### Data for analysis:
☆ ☆ ☆ ☆
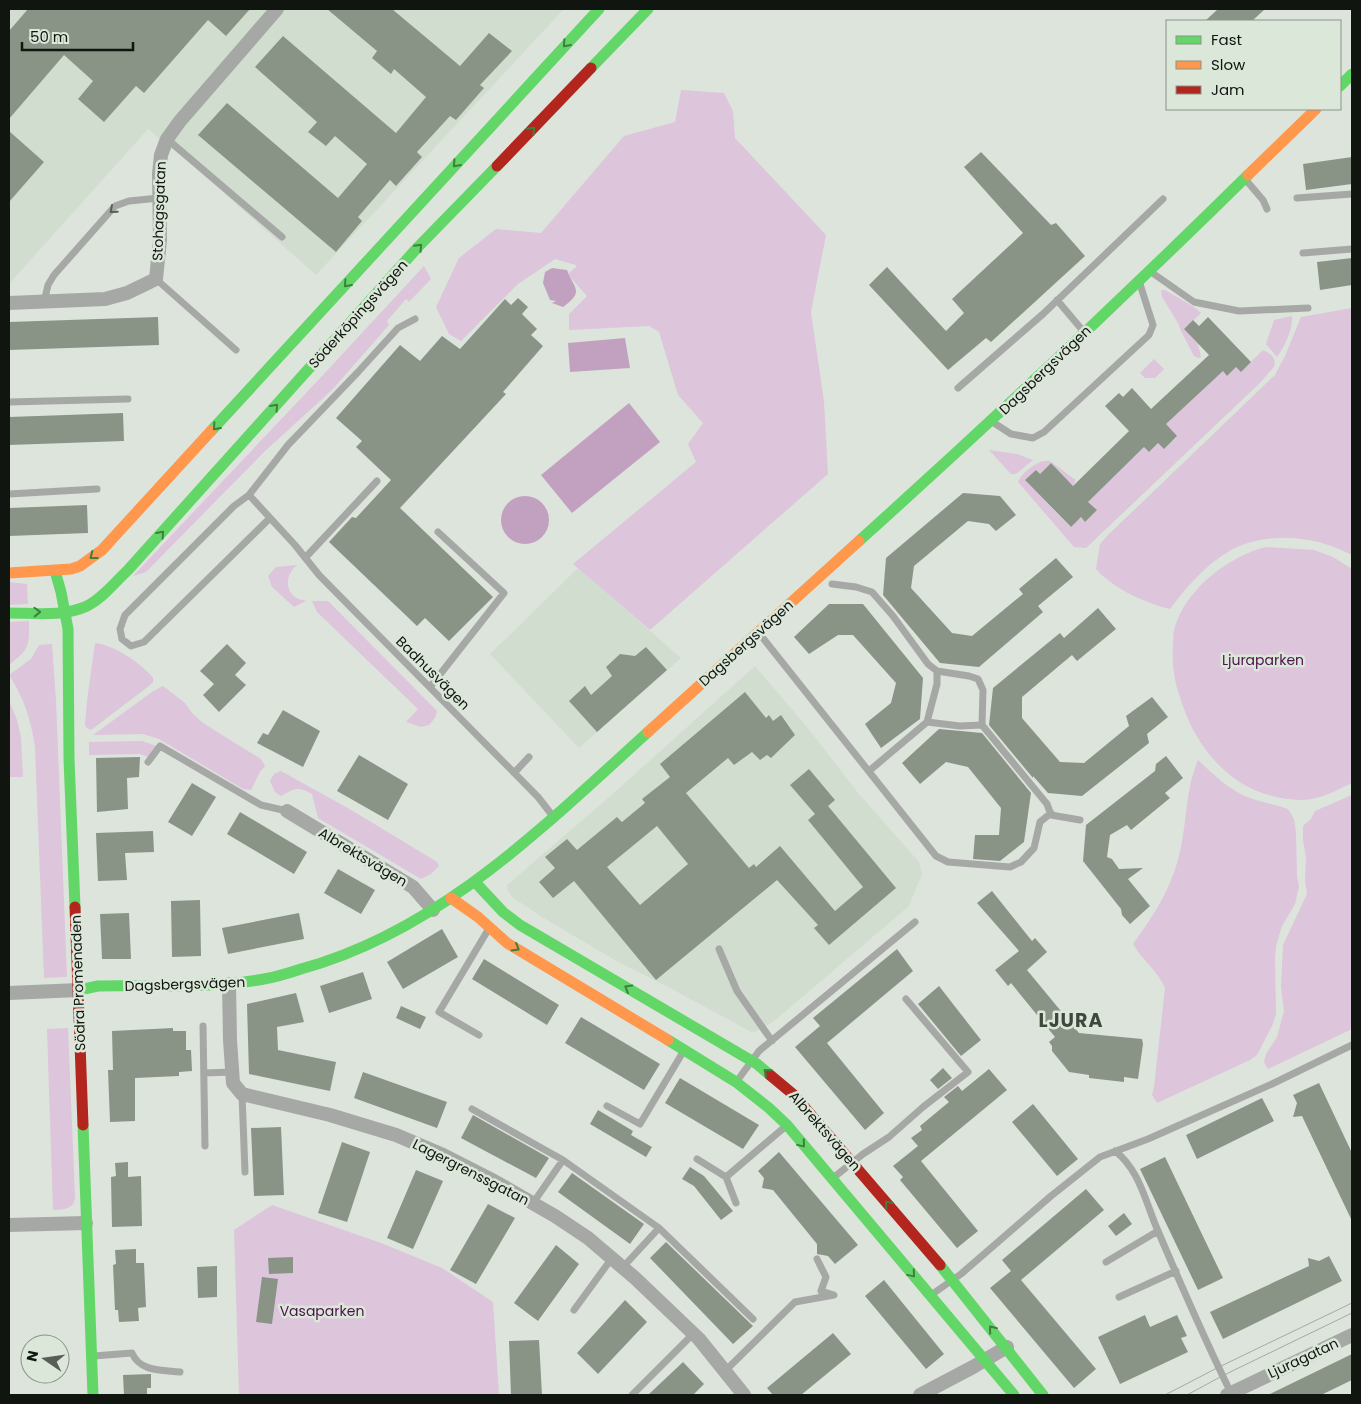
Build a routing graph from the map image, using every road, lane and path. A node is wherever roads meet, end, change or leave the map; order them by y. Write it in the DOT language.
graph roads {
  1 [pos="277,9"];
  2 [pos="599,9"];
  3 [pos="648,9"];
  4 [pos="1352,74"];
  5 [pos="1341,85"];
  6 [pos="1315,110"];
  7 [pos="167,139"];
  8 [pos="1245,178"];
  9 [pos="1352,194"];
  10 [pos="159,198"];
  11 [pos="1297,198"];
  12 [pos="1163,199"];
  13 [pos="1267,209"];
  14 [pos="282,237"];
  15 [pos="1352,249"];
  16 [pos="1302,253"];
  17 [pos="1150,270"];
  18 [pos="156,279"];
  19 [pos="1139,282"];
  20 [pos="1057,300"];
  21 [pos="44,302"];
  22 [pos="9,304"];
  23 [pos="1308,308"];
  24 [pos="415,319"];
  25 [pos="1085,333"];
  26 [pos="236,350"];
  27 [pos="958,388"];
  28 [pos="128,399"];
  29 [pos="9,402"];
  30 [pos="991,422"];
  31 [pos="377,481"];
  32 [pos="97,489"];
  33 [pos="9,494"];
  34 [pos="248,495"];
  35 [pos="270,518"];
  36 [pos="438,532"];
  37 [pos="305,558"];
  38 [pos="56,571"];
  39 [pos="9,573"];
  40 [pos="832,584"];
  41 [pos="65,611"];
  42 [pos="9,613"];
  43 [pos="758,633"];
  44 [pos="936,671"];
  45 [pos="430,687"];
  46 [pos="927,722"];
  47 [pos="982,725"];
  48 [pos="529,757"];
  49 [pos="148,762"];
  50 [pos="869,771"];
  51 [pos="514,773"];
  52 [pos="287,811"];
  53 [pos="1051,813"];
  54 [pos="554,817"];
  55 [pos="1080,820"];
  56 [pos="475,882"];
  57 [pos="451,898"];
  58 [pos="433,910"];
  59 [pos="915,922"];
  60 [pos="489,928"];
  61 [pos="719,949"];
  62 [pos="229,984"];
  63 [pos="79,990"];
  64 [pos="9,993"];
  65 [pos="906,999"];
  66 [pos="203,1026"];
  67 [pos="479,1035"];
  68 [pos="772,1041"];
  69 [pos="1352,1044"];
  70 [pos="684,1049"];
  71 [pos="751,1060"];
  72 [pos="232,1072"];
  73 [pos="204,1073"];
  74 [pos="736,1082"];
  75 [pos="242,1094"];
  76 [pos="607,1106"];
  77 [pos="472,1109"];
  78 [pos="787,1126"];
  79 [pos="204,1146"];
  80 [pos="1115,1151"];
  81 [pos="563,1160"];
  82 [pos="697,1160"];
  83 [pos="853,1163"];
  84 [pos="245,1172"];
  85 [pos="726,1177"];
  86 [pos="832,1179"];
  87 [pos="533,1203"];
  88 [pos="736,1203"];
  89 [pos="86,1223"];
  90 [pos="9,1225"];
  91 [pos="659,1228"];
  92 [pos="1158,1231"];
  93 [pos="612,1258"];
  94 [pos="816,1259"];
  95 [pos="1106,1262"];
  96 [pos="623,1267"];
  97 [pos="1176,1271"];
  98 [pos="953,1280"];
  99 [pos="930,1295"];
  100 [pos="1119,1297"];
  101 [pos="574,1310"];
  102 [pos="753,1319"];
  103 [pos="693,1334"];
  104 [pos="1352,1335"];
  105 [pos="1007,1347"];
  106 [pos="91,1357"];
  107 [pos="985,1361"];
  108 [pos="180,1372"];
  109 [pos="724,1372"];
  110 [pos="1229,1394"];
  111 [pos="93,1395"];
  112 [pos="632,1395"];
  113 [pos="744,1395"];
  114 [pos="920,1395"];
  115 [pos="1014,1395"];
  116 [pos="1043,1395"];
  1 -- 7 [label="street, Stohagsgatan"];
  2 -- 38 [label="main road, Söderköpingsvägen, one-way"];
  41 -- 3 [label="main road, Söderköpingsvägen, one-way"];
  4 -- 5 [label="main road"];
  6 -- 8 [label="main road, Dagsbergsvägen"];
  7 -- 10 [label="street, Stohagsgatan"];
  7 -- 14 [label="lane"];
  8 -- 13 [label="lane"];
  8 -- 17 [label="main road, Dagsbergsvägen"];
  9 -- 11 [label="lane"];
  10 -- 18 [label="street, Stohagsgatan"];
  10 -- 21 [label="lane, one-way"];
  12 -- 20 [label="lane"];
  15 -- 16 [label="lane"];
  17 -- 19 [label="main road, Dagsbergsvägen"];
  17 -- 23 [label="lane"];
  18 -- 21 [label="street, Stohagsgatan"];
  18 -- 26 [label="lane"];
  19 -- 25 [label="main road, Dagsbergsvägen"];
  19 -- 30 [label="lane"];
  20 -- 25 [label="lane"];
  20 -- 27 [label="lane"];
  21 -- 22 [label="street, Stohagsgatan"];
  24 -- 34 [label="lane"];
  25 -- 30 [label="main road, Dagsbergsvägen"];
  28 -- 29 [label="lane"];
  30 -- 43 [label="main road, Dagsbergsvägen"];
  31 -- 37 [label="lane"];
  32 -- 33 [label="lane"];
  34 -- 35 [label="lane, Badhusvägen"];
  34 -- 35 [label="lane"];
  35 -- 37 [label="lane, Badhusvägen"];
  36 -- 45 [label="lane"];
  37 -- 45 [label="lane, Badhusvägen"];
  38 -- 39 [label="main road, Söderköpingsvägen"];
  38 -- 41 [label="main road, Södra Promenaden"];
  40 -- 44 [label="lane"];
  42 -- 41 [label="main road, Söderköpingsvägen, one-way"];
  41 -- 63 [label="main road, Södra Promenaden"];
  43 -- 50 [label="lane"];
  43 -- 54 [label="main road, Dagsbergsvägen"];
  44 -- 46 [label="lane"];
  44 -- 47 [label="lane"];
  45 -- 51 [label="lane, Badhusvägen"];
  46 -- 47 [label="lane"];
  46 -- 50 [label="lane"];
  47 -- 53 [label="lane"];
  48 -- 51 [label="lane"];
  49 -- 52 [label="lane"];
  50 -- 53 [label="lane"];
  51 -- 54 [label="lane, Badhusvägen"];
  52 -- 58 [label="street, Albrektsvägen"];
  53 -- 55 [label="lane"];
  54 -- 56 [label="main road, Dagsbergsvägen"];
  56 -- 57 [label="main road, Dagsbergsvägen"];
  71 -- 56 [label="main road, Albrektsvägen, one-way"];
  57 -- 58 [label="main road, Dagsbergsvägen"];
  57 -- 60 [label="main road, Albrektsvägen"];
  58 -- 62 [label="main road, Dagsbergsvägen"];
  59 -- 68 [label="lane"];
  60 -- 67 [label="lane"];
  60 -- 70 [label="main road, Albrektsvägen, one-way"];
  61 -- 68 [label="lane"];
  62 -- 63 [label="main road, Dagsbergsvägen"];
  62 -- 72 [label="street"];
  63 -- 64 [label="street"];
  63 -- 89 [label="main road, Södra Promenaden"];
  65 -- 83 [label="lane"];
  66 -- 73 [label="lane"];
  68 -- 71 [label="lane"];
  69 -- 80 [label="lane"];
  70 -- 74 [label="main road, Albrektsvägen"];
  70 -- 76 [label="lane"];
  71 -- 74 [label="lane"];
  83 -- 71 [label="main road, Albrektsvägen, one-way"];
  72 -- 73 [label="lane"];
  72 -- 75 [label="street"];
  73 -- 79 [label="lane"];
  74 -- 78 [label="main road, Albrektsvägen"];
  75 -- 84 [label="lane"];
  75 -- 87 [label="street, Lagergrenssgatan"];
  77 -- 81 [label="lane"];
  78 -- 85 [label="lane"];
  78 -- 86 [label="main road, Albrektsvägen, one-way"];
  80 -- 92 [label="lane"];
  80 -- 98 [label="lane"];
  81 -- 87 [label="lane"];
  81 -- 91 [label="lane"];
  82 -- 85 [label="lane"];
  83 -- 86 [label="lane"];
  98 -- 83 [label="main road, Albrektsvägen, one-way"];
  85 -- 88 [label="lane"];
  86 -- 99 [label="main road, Albrektsvägen, one-way"];
  87 -- 93 [label="street, Lagergrenssgatan"];
  89 -- 90 [label="street"];
  89 -- 106 [label="main road, Södra Promenaden"];
  91 -- 96 [label="lane"];
  91 -- 102 [label="lane"];
  92 -- 95 [label="lane"];
  92 -- 97 [label="lane"];
  93 -- 96 [label="street, Lagergrenssgatan"];
  93 -- 101 [label="lane"];
  94 -- 109 [label="lane"];
  96 -- 103 [label="street, Lagergrenssgatan"];
  97 -- 100 [label="lane"];
  97 -- 110 [label="lane"];
  98 -- 99 [label="lane"];
  105 -- 98 [label="main road, Albrektsvägen, one-way"];
  99 -- 107 [label="main road, Albrektsvägen"];
  103 -- 109 [label="street, Lagergrenssgatan"];
  103 -- 112 [label="lane"];
  104 -- 110 [label="street, Ljuragatan"];
  105 -- 107 [label="street"];
  105 -- 116 [label="main road, Albrektsvägen"];
  106 -- 108 [label="lane"];
  106 -- 111 [label="main road, Södra Promenaden"];
  107 -- 114 [label="street"];
  107 -- 115 [label="main road, Albrektsvägen"];
  109 -- 113 [label="street, Lagergrenssgatan"];
}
☆ ☆ ☆ ☆
### Exercise:
In the listing above, find each line with "Dagsbergsvägen" and copy it.

### Exercise result:
  6 -- 8 [label="main road, Dagsbergsvägen"];
  8 -- 17 [label="main road, Dagsbergsvägen"];
  17 -- 19 [label="main road, Dagsbergsvägen"];
  19 -- 25 [label="main road, Dagsbergsvägen"];
  25 -- 30 [label="main road, Dagsbergsvägen"];
  30 -- 43 [label="main road, Dagsbergsvägen"];
  43 -- 54 [label="main road, Dagsbergsvägen"];
  54 -- 56 [label="main road, Dagsbergsvägen"];
  56 -- 57 [label="main road, Dagsbergsvägen"];
  57 -- 58 [label="main road, Dagsbergsvägen"];
  58 -- 62 [label="main road, Dagsbergsvägen"];
  62 -- 63 [label="main road, Dagsbergsvägen"];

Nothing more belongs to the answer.